##### TASK MATERIAL

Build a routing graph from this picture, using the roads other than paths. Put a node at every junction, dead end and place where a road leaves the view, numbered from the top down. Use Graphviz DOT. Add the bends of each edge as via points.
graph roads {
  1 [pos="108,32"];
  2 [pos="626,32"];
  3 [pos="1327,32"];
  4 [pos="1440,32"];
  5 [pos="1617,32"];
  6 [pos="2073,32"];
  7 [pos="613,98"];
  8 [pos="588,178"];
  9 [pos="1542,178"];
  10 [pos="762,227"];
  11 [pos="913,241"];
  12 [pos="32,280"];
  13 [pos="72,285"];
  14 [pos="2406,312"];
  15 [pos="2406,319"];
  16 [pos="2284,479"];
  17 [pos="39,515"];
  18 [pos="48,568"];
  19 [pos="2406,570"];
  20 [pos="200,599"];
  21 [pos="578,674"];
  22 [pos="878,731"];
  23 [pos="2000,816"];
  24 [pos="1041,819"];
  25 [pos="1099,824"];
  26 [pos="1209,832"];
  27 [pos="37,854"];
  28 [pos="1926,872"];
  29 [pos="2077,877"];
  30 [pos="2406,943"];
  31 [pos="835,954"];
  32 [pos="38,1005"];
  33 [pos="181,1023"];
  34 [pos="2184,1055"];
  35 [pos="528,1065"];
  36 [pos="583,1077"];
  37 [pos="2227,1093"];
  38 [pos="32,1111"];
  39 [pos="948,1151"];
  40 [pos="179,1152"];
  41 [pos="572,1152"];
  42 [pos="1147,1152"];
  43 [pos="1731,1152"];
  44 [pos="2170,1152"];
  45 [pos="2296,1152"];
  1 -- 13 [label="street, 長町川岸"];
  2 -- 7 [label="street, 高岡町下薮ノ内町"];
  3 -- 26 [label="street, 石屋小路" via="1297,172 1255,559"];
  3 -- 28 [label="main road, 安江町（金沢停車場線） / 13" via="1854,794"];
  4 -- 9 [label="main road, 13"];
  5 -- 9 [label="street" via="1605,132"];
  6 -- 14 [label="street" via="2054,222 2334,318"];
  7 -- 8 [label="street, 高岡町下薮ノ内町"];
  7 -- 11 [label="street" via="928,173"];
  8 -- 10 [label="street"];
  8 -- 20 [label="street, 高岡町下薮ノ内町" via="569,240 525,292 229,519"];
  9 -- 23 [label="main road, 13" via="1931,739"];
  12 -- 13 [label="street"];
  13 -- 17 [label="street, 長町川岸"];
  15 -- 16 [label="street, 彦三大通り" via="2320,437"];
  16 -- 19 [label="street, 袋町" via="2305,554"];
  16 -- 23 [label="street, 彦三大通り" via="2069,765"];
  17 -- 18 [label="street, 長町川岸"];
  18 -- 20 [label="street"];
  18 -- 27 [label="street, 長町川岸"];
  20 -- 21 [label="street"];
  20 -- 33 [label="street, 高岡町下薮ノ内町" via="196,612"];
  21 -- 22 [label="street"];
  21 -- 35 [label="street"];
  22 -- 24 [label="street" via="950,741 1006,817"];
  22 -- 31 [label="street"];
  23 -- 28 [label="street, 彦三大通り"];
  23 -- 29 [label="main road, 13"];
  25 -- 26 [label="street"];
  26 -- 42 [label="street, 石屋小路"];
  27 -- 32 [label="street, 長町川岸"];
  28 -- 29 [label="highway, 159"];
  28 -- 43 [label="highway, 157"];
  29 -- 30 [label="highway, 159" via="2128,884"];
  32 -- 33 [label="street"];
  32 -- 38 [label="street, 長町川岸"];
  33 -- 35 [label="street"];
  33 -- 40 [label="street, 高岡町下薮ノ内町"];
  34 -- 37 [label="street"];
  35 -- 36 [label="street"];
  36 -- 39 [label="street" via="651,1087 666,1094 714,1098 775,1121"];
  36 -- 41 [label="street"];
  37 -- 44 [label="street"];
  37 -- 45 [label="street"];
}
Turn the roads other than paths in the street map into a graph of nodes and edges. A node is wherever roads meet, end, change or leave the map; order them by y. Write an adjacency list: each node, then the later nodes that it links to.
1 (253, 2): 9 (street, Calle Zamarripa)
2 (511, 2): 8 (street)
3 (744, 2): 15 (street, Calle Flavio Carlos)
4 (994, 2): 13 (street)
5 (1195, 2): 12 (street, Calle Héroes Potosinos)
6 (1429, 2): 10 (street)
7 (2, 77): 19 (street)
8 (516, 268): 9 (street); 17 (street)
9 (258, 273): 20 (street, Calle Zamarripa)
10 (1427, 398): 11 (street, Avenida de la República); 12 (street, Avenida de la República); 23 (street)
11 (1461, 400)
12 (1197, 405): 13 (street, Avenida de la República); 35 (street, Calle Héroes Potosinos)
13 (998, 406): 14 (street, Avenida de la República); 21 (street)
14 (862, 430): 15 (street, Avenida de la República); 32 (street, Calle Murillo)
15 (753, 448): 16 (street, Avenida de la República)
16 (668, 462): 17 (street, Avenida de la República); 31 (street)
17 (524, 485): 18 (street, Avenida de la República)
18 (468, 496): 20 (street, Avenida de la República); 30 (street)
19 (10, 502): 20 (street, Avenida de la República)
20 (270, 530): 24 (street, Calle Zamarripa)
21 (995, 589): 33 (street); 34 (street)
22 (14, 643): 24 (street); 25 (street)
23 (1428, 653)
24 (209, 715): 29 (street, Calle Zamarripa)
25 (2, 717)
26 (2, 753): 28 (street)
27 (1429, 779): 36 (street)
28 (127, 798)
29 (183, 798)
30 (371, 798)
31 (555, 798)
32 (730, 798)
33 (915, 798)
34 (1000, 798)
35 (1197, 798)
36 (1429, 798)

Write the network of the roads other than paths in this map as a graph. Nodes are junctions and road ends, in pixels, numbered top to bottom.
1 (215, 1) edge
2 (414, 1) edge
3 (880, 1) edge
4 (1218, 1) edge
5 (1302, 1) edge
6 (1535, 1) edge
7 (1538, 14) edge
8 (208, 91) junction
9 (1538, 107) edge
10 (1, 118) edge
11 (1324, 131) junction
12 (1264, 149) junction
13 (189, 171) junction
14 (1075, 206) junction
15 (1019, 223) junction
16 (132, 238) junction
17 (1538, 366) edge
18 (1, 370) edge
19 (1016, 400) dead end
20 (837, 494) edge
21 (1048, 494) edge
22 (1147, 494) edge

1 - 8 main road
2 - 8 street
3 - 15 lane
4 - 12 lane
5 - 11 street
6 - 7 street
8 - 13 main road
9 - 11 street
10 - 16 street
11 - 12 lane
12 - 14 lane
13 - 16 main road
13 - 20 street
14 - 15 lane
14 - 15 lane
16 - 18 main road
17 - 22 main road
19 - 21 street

##########

### [WORK TO BE COMPLETED]
From the listing above, copy every line that includes the word "石屋小路".

### [SOLUTION]
  3 -- 26 [label="street, 石屋小路" via="1297,172 1255,559"];
  26 -- 42 [label="street, 石屋小路"];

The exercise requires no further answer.